The new Graduate Certificate in Computational Neuroscience will help bridge the gap between experimentally focused studies and quantitative modeling and analysis, giving graduate students a chance to broaden their skill sets in the diversifying field of brain science.

“The broad, practical training provided in this certificate program will help prepare both quantitatively focused and lab-based students for the increasingly cross-disciplinary job market in neuroscience,” said Victoria Booth, Professor of Mathematics and Associate Professor of Anesthesiology, who will oversee the program.

To earn the certificate, students will be required to take core computational neuroscience courses and cross-disciplinary courses outside of their home departments; participate in a specialized interdisciplinary journal club; and complete a practicum.

Cross-discplinary courses will depend on a student’s focus: students in experimental neuroscience programs will take quantitative coursework, and students in quantitative science programs such as physics, biophysics, mathematics and engineering will take neuroscience coursework.

The certificate was approved this fall, and will be jointly administered by the Neuroscience Graduate Program (NGP) and the Michigan Institute for Computational Discovery and Engineering (MICDE).

For more information, visit micde.umich.edu/academic-programs/comput-neuro-certificate/. Enrollment is not yet open, but information sessions will be scheduled early next year. Please register for the program’s mailing list if you’re interested.

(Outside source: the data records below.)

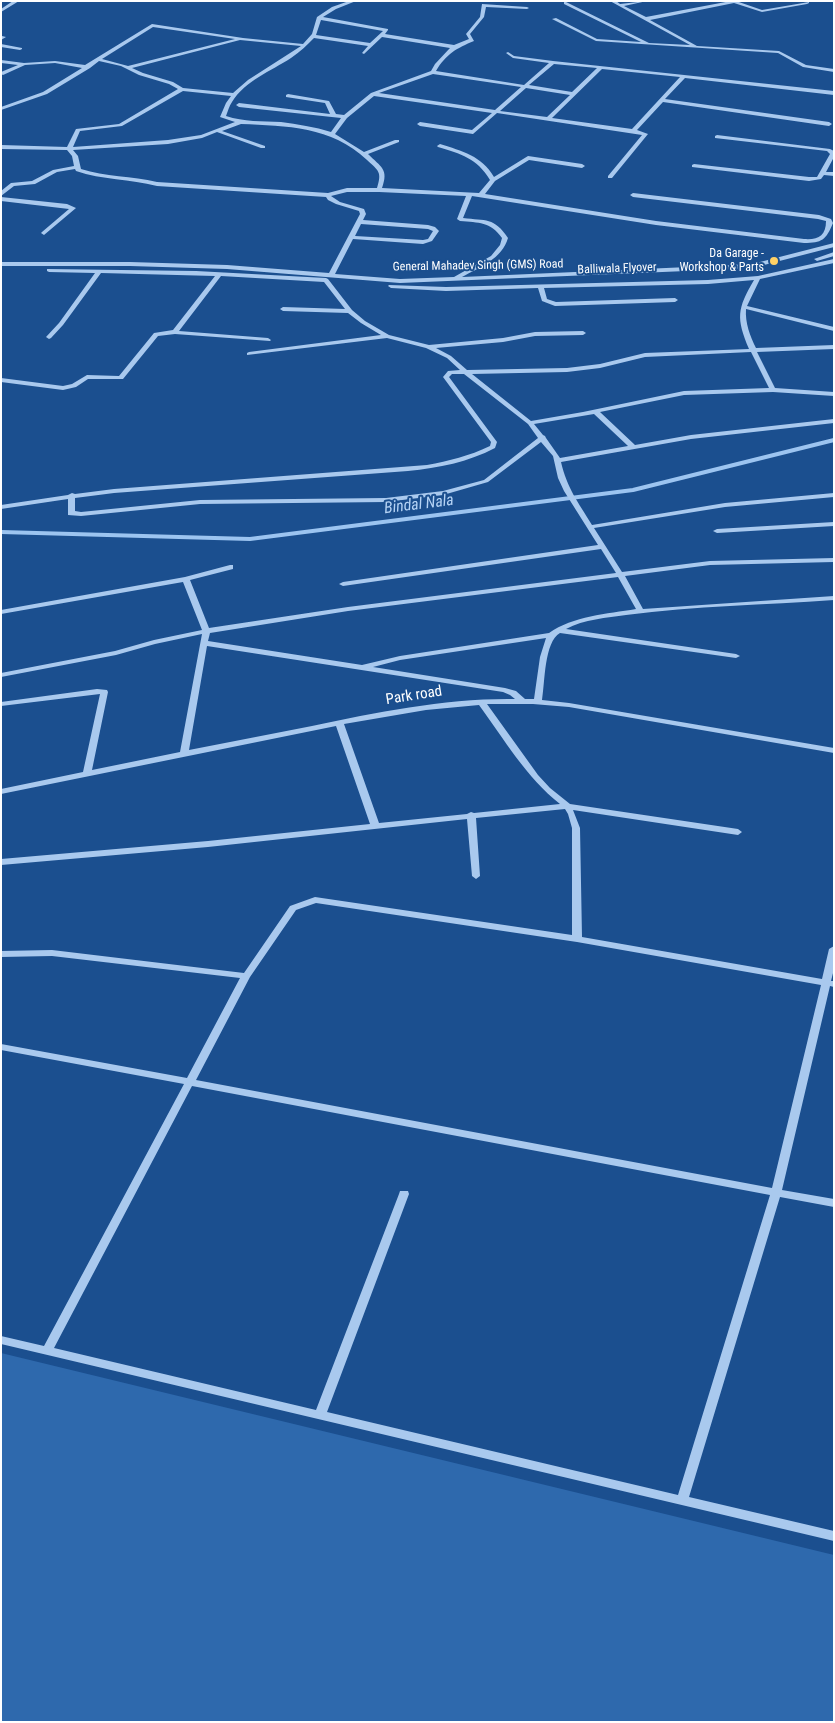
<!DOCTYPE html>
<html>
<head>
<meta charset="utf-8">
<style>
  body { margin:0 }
  #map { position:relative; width:835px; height:1723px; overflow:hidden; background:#1b4f8f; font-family:"Roboto Condensed",sans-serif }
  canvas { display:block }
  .frame { position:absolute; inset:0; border:2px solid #fff; pointer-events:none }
</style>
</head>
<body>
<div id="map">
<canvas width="835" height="1723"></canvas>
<div class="frame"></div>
</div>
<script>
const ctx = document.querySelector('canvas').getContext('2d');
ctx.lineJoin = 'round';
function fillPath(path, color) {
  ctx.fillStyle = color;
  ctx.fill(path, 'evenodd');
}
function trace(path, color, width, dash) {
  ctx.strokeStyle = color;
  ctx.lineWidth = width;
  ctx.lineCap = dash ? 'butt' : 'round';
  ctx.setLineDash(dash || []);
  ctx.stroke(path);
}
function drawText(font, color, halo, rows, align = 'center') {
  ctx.font = font + ' "Roboto Condensed",sans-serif';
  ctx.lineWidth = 4;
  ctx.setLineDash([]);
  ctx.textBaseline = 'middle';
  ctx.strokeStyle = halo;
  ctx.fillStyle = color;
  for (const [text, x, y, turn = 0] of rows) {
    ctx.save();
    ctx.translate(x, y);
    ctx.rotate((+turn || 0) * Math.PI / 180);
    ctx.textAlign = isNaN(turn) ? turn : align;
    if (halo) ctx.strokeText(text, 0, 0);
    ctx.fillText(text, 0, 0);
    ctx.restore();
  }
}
fillPath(new Path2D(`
  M 1,1353 L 834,1555 L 834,1722 L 1,1722 Z`), '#2e69ad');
trace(new Path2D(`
  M 1,532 L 250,539 L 633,490 L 834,440`), '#9cc4f0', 4);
fillPath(new Path2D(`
  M 13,1 L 19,1 L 1,12 L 1,9 Z
  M 349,1 L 356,1 L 336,9 L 323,17 L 388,29 L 388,30 L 385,34 L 454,45 L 469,39 L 466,34 L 480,17 L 482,4 L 527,7 L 529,8 L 527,9 L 486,7 L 484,17 L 470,34 L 474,41 C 457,48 446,54 436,71 L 524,85 L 549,63 L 513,58 L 506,53 L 508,52 L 514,56 L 553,61 L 834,91 L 834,95 L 685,78 L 665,99 L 829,122 L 832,124 L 829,126 L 663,102 L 637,130 L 648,134 L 612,178 L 608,178 L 608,176 L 642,135 L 497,113 L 473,134 L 420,126 L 417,124 L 420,122 L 472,130 L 492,113 L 374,96 L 347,118 L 335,134 L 364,152 L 395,140 L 399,140 L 399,142 L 368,154 C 381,167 389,169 382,188 L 479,193 L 490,180 C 477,158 461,154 438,147 L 437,146 L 440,144 C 462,151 482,156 494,177 L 528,156 L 582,164 L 585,166 L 582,168 L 529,160 L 495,181 L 485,194 L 656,221 L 804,239 C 818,240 826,236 826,221 L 818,219 L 633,197 L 630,195 L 633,193 L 819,215 L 831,219 L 833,223 C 826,240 822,243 804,243 L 656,225 L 472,196 L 463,218 C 486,221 494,217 508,238 C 502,259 480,267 462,277 L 734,265 L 760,262 L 834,243 L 834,247 L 760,266 L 734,269 L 400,283 L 227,269 L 130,266 L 1,266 L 1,262 L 130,262 L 227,265 L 329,273 L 360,214 L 359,211 L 336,204 L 328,200 L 326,197 L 157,186 C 130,179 102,180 76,171 L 75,169 L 57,172 L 35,184 L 14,186 L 1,196 L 1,191 L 11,183 L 32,181 L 53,170 L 74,166 L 72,156 L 67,150 L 1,149 L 1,145 L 67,147 L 76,129 L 119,124 L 178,89 L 169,84 L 139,75 L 121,66 L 99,61 L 90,68 L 47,94 L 1,110 L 1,107 L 43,92 L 82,68 L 55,63 L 25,65 L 3,75 L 1,74 L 1,72 L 18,65 L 1,63 L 1,60 L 24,63 L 55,61 L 85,65 L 152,24 L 243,38 L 303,44 L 312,34 L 317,17 L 332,7 ZM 321,20 L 383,31 L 370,43 L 316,35 ZM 153,27 L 235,39 L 128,66 L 102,59 ZM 382,37 L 450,48 L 435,64 L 431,71 L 371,93 L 344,115 L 336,114 L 329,101 L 288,94 L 286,95 L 286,97 L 325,103 L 330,114 L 239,103 L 236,105 L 239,107 L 341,118 L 331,132 C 315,127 297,124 281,122 C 262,121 244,122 226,116 C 228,111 229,106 232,102 C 245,81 271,71 291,58 C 300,52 307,45 314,38 L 368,46 L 362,53 L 364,54 ZM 240,40 L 301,46 L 248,80 L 233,93 L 183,88 L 173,82 L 143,73 L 132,68 ZM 554,64 L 597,68 L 572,92 L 529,85 ZM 602,69 L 680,77 L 632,129 L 552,118 ZM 433,74 L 521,87 L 495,110 L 379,93 ZM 526,88 L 570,95 L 547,117 L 500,111 ZM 183,91 L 231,96 L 226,103 L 220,117 L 235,122 L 201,135 L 168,140 L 73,147 L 80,131 L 122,126 ZM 241,124 C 287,126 331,126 367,160 C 379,171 382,172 377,188 L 347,188 L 328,193 L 157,182 C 132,176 105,177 81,169 L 78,156 L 73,150 L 168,144 L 202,138 L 217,132 L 261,148 L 265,148 L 265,146 L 222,131 ZM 347,192 L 379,192 L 466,196 L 457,219 L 460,221 C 479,223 490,221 502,238 L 500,245 L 491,256 L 454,277 L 400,279 L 335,274 L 353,239 L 423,244 L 432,241 L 439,231 L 435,227 L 428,225 L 363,220 L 366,214 L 364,209 L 340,202 L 331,196 ZM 361,224 L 428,229 L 433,231 L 428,239 L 423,240 L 355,236 Z
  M 610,1 L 616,1 L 620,4 L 647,1 L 624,6 L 646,17 L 731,1 L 736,1 L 762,10 L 809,2 L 809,3 L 807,4 L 762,12 L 734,3 L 650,20 L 697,46 L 779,51 L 806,65 L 834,69 L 834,72 L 803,67 L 778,53 L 596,41 L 552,19 L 556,18 L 597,39 L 641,42 L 564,4 L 564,2 L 566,2 L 649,43 L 690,45 Z
  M 2,36 L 6,37 L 1,40 L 1,37 Z
  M 1,44 L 22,48 L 22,49 L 20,50 L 1,47 Z
  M 717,135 L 830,149 L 834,151 L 834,157 L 826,172 L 834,172 L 834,176 L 824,175 L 821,179 L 809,181 L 692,167 L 692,165 L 694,164 L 809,177 L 817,177 L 830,154 L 827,151 L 715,138 L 715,136 Z
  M 1,197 L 67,204 L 76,208 L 44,235 L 41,233 L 42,232 L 69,209 L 1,201 Z
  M 834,252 L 834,256 L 817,261 L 814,259 Z
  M 834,259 L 834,263 L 760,279 L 747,306 L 834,327 L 834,331 L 746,309 C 745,323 750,336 756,348 L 834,345 L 834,349 L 757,352 L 775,388 L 834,392 L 834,396 L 773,392 L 684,395 L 600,412 L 635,445 L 691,435 L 834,419 L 834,423 L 691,439 L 561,462 C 567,488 578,502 592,525 L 725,503 L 834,493 L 834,497 L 725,507 L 594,528 L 622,572 L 710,561 L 834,558 L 834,562 L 710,565 L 625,576 L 643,609 L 834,596 L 834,600 C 765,605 695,606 626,615 C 607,618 584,619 566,629 L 736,654 L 740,656 L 736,658 L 560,633 C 544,642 545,683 542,700 L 569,703 L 834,748 L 834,753 L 569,707 L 533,704 L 487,704 L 538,775 L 550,788 L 570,804 L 738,829 L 742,832 L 738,835 L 573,810 L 580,828 L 582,937 L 822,979 L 829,949 L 834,946 L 834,969 L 831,981 L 834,981 L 834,987 L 830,986 L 782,1190 L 834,1199 L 834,1207 L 780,1197 L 689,1497 L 834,1531 L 834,1541 L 1,1344 L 1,1336 L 44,1346 L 184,1084 L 1,1050 L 1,1044 L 187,1078 L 240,978 L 52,956 L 1,957 L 1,951 L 52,950 L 244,973 L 290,906 L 315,897 L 572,935 L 572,828 L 568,814 L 565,809 L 476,818 L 480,876 L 476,879 L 472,876 L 467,819 L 208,847 L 1,865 L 1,859 L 208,841 L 370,824 L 336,726 L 1,794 L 1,789 L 83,772 L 100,694 L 1,706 L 1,702 L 97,689 L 107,690 L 108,692 L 92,770 L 180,752 L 202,634 L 155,644 L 116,655 L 1,677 L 1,673 L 115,651 L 154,640 L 202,630 L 183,582 L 1,614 L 1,610 L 185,577 L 230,565 L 233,565 L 233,569 L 190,580 L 209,628 L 348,607 L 616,573 L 601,549 L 343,586 L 339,584 L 343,582 L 598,545 L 564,491 L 558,478 L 553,456 L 541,442 L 488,482 L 443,495 L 386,502 L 200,504 L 81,516 L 68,515 L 68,499 L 1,509 L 1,505 L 68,495 L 72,493 L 75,494 L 114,489 L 427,465 C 449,461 469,456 490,446 L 491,442 L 443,377 L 448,371 L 460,370 L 447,358 L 426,348 L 387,338 L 247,355 L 247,353 L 249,352 L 381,335 L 361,323 L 348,313 L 283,311 L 280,309 L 283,307 L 345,309 L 324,282 L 221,276 L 179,331 L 268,338 L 271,340 L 270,341 L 175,334 L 158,336 L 123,379 L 88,379 L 76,387 L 63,390 L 1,382 L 1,378 L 63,386 L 72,384 L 87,375 L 119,376 L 154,333 L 173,330 L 215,276 L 101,273 L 63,325 L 51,338 L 49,339 L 46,337 L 59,323 L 95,273 L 49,272 L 47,271 L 47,269 L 196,271 L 326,278 L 328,279 L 352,310 L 365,321 L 389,335 L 429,345 L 503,338 L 535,332 L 583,331 L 586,333 L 583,335 L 535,336 L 503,342 L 436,348 L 451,356 L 467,370 L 567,368 L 600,364 L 645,353 L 749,349 C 736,318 737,309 754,280 L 708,284 L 544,288 L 547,299 L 556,302 L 675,298 L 678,300 L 675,302 L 555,306 L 542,301 L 538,288 L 446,291 L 391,288 L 388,286 L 389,285 L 446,287 L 708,280 L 758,276 ZM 751,352 L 769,388 L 684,391 L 583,412 L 531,421 L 472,374 L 567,372 L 600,368 L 645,357 ZM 452,374 L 464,374 L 528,424 L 538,438 L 484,480 L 443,491 L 386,498 L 200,500 L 81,512 L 75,511 L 75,498 L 114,493 L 408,471 C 439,468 468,462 495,448 L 497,442 L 449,377 ZM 594,414 L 628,446 L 560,458 L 546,438 L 545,436 L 543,435 L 534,424 ZM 618,577 L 636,609 C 607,614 573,616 549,633 L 400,656 L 362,665 L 208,641 L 210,633 L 348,611 ZM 546,638 L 540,657 L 534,699 L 525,699 L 516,691 L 505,688 L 373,667 L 400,660 ZM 207,646 L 503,692 L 510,695 L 515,699 C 447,698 378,712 312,726 C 271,734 230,742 189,750 ZM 479,705 C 504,739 526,777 560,804 L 474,813 L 471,812 L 467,814 L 379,823 L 344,724 L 426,710 ZM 316,903 L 577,942 L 821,985 L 772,1188 L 196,1080 L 250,977 L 296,910 ZM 192,1086 L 770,1195 L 678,1495 L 327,1412 L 409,1194 L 408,1191 L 400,1191 L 399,1194 L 316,1410 L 54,1348 Z
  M 834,522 L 834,526 L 717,533 L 713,531 L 717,529 Z`), '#a9c9ee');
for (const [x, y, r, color] of [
  [774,261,5,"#ffd166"]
]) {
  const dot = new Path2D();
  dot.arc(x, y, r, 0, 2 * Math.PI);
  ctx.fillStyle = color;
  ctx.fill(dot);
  trace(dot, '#1b4f8f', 2);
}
drawText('12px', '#fff', '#1b4f8f', [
  ["Da Garage -",764,254],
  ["Workshop & Parts",764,268]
], 'right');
drawText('12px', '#fff', '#1b4f8f', [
  ["General Mahadev Singh (GMS) Road",478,266,-1],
  ["Balliwala Flyover",617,269,-2]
]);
drawText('15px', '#fff', '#1b4f8f', [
  ["Park road",414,696,-9]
]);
drawText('italic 16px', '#b5d3f5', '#1b4f8f', [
  ["Bindal Nala",419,505,-7]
]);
</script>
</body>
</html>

Along with the Graduate Certificate in Computational Neuroscience, U-M offers several other graduate programs aimed at training students in computational and data-intensive science, including:

  • The Graduate Certificate in Computational Discovery and Engineering, which is focused on quantitative and computing techniques that can be applied broadly to all sciences.
  • The Graduate Certificate in Data Science, which specializes in statistical and computational methods required to analyze large data sets.
  • The Ph.D in Scientific Computing, intended for students who will make extensive use of large-scale computation, computational methods, or algorithms for advanced computer architectures in their doctoral studies. This degree is awarded jointly with an existing program, so that a student receives, for example, a Ph.D in Aerospace engineering and Scientific Computing.